Nella lunga (nonostante la giovane età) e luminosa carriera di Serena Rossi, oggi consacrata dall'interpretazione di Mia Martini nel film dedicato alla cantante scomparsa, Serena Rossi ha dovuto affrontare anche il furto d'identità da parte di una sosia senza scrupoli che, insieme ad una coetanea di Caserta, fu sorpresa qualche anno fa a fare acquisti di lusso con assegni e documenti falsi. I carabinieri si stupirono perché, guardando le carte d'identità, si resero conto che una – poi risultata falsificata –
era intestata proprio all'attrice che deve la sua iniziale notorietà alla soap "Un posto al sole".

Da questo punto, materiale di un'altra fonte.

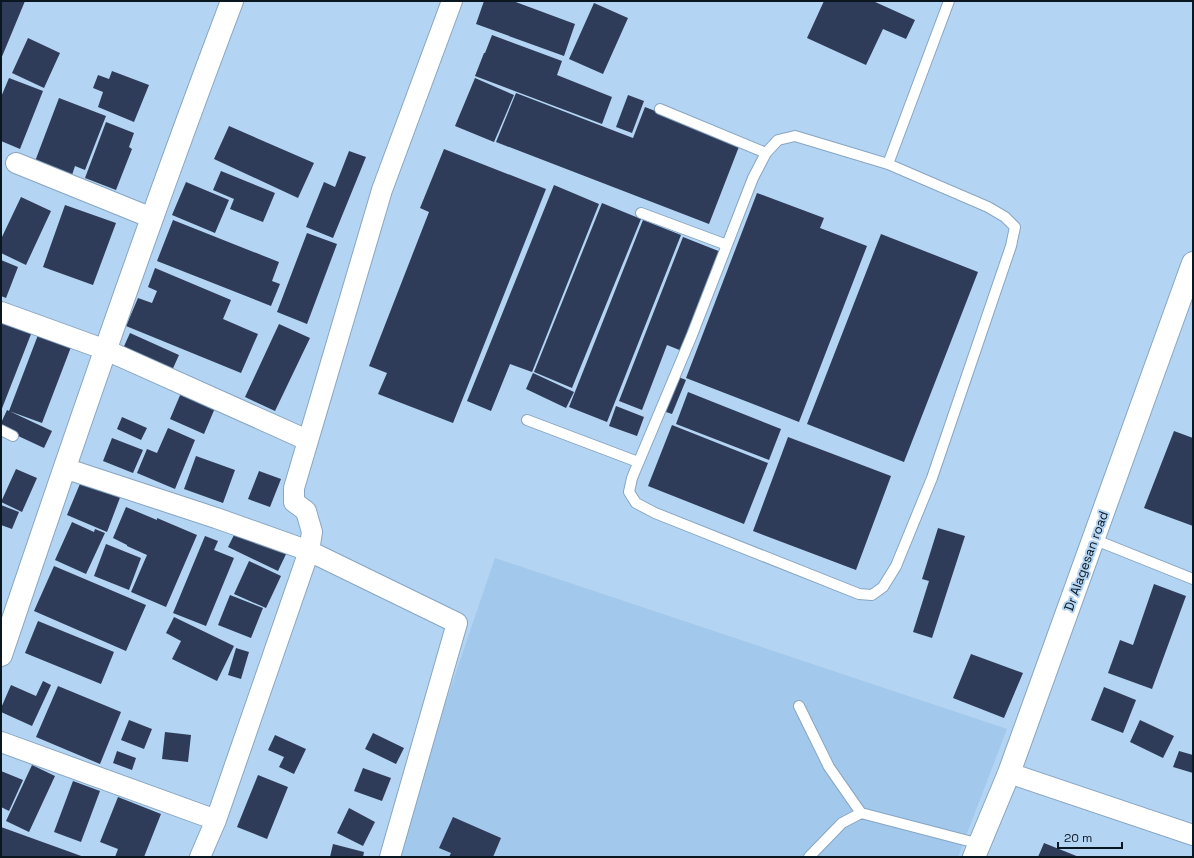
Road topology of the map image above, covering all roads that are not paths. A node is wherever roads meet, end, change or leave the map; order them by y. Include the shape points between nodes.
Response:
1 (232, 1) edge
2 (452, 1) edge
3 (949, 1) edge
4 (660, 109) dead end
5 (766, 153) junction
6 (16, 163) dead end
7 (888, 164) junction
8 (641, 213) dead end
9 (152, 218) junction
10 (727, 245) junction
11 (1193, 263) edge
12 (1189, 288) edge
13 (1, 312) edge
14 (106, 350) junction
15 (527, 420) dead end
16 (1, 430) edge
17 (13, 436) dead end
18 (307, 440) junction
19 (638, 462) junction
20 (64, 468) junction
21 (1093, 539) junction
22 (309, 551) junction
23 (1193, 579) edge
24 (1, 655) edge
25 (799, 706) dead end
26 (1, 742) edge
27 (1009, 773) junction
28 (861, 813) junction
29 (216, 820) junction
30 (1193, 835) edge
31 (977, 850) edge
32 (200, 857) edge
33 (390, 857) edge
34 (810, 857) edge

1 - 9 street
2 - 18 street via 382,190
3 - 7 lane
4 - 5 lane
5 - 7 lane via 778,140 795,136
5 - 10 lane via 753,178
6 - 9 street
7 - 19 lane via 988,207 1005,217 1015,227 1011,246 932,478 896,566 883,587 872,595 859,594 655,513 636,503 630,492
8 - 10 lane
9 - 14 street
10 - 19 lane
11 - 12 street, Dr Alagesan road
12 - 21 street, Dr Alagesan road
13 - 14 street
14 - 18 street
14 - 20 street
15 - 19 lane
16 - 17 lane
18 - 22 street via 294,488 294,502 306,512 312,532
20 - 22 street
20 - 24 street
21 - 23 lane
21 - 27 street, Dr Alagesan road
22 - 29 street
22 - 33 street via 457,623
25 - 28 lane via 829,767
26 - 29 street
27 - 30 street
27 - 31 street, Dr Alagesan road
28 - 31 lane
28 - 34 lane via 842,823
29 - 32 street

Ovviamente Serena Rossi, ignara di tutto, fu avvisata solo dopo, di quanto era avvenuto: la sua sosia e la complice si erano recate a Roma, in via Condotti e si davano alla pazza gioia, facendo acquisti nelle boutique del lusso. Nonostante la finta Serena avesse parlantina e effettivamente fosse somigliante all'artista partenopea, i carabinieri della stazione di San Lorenzo in Lucina, non si fecero ingannare: interrogarono i dipendenti della gioielleria da cui le donne erano appena usciti, scoprirono l'inganno e fecero arrestare le due truffatrici.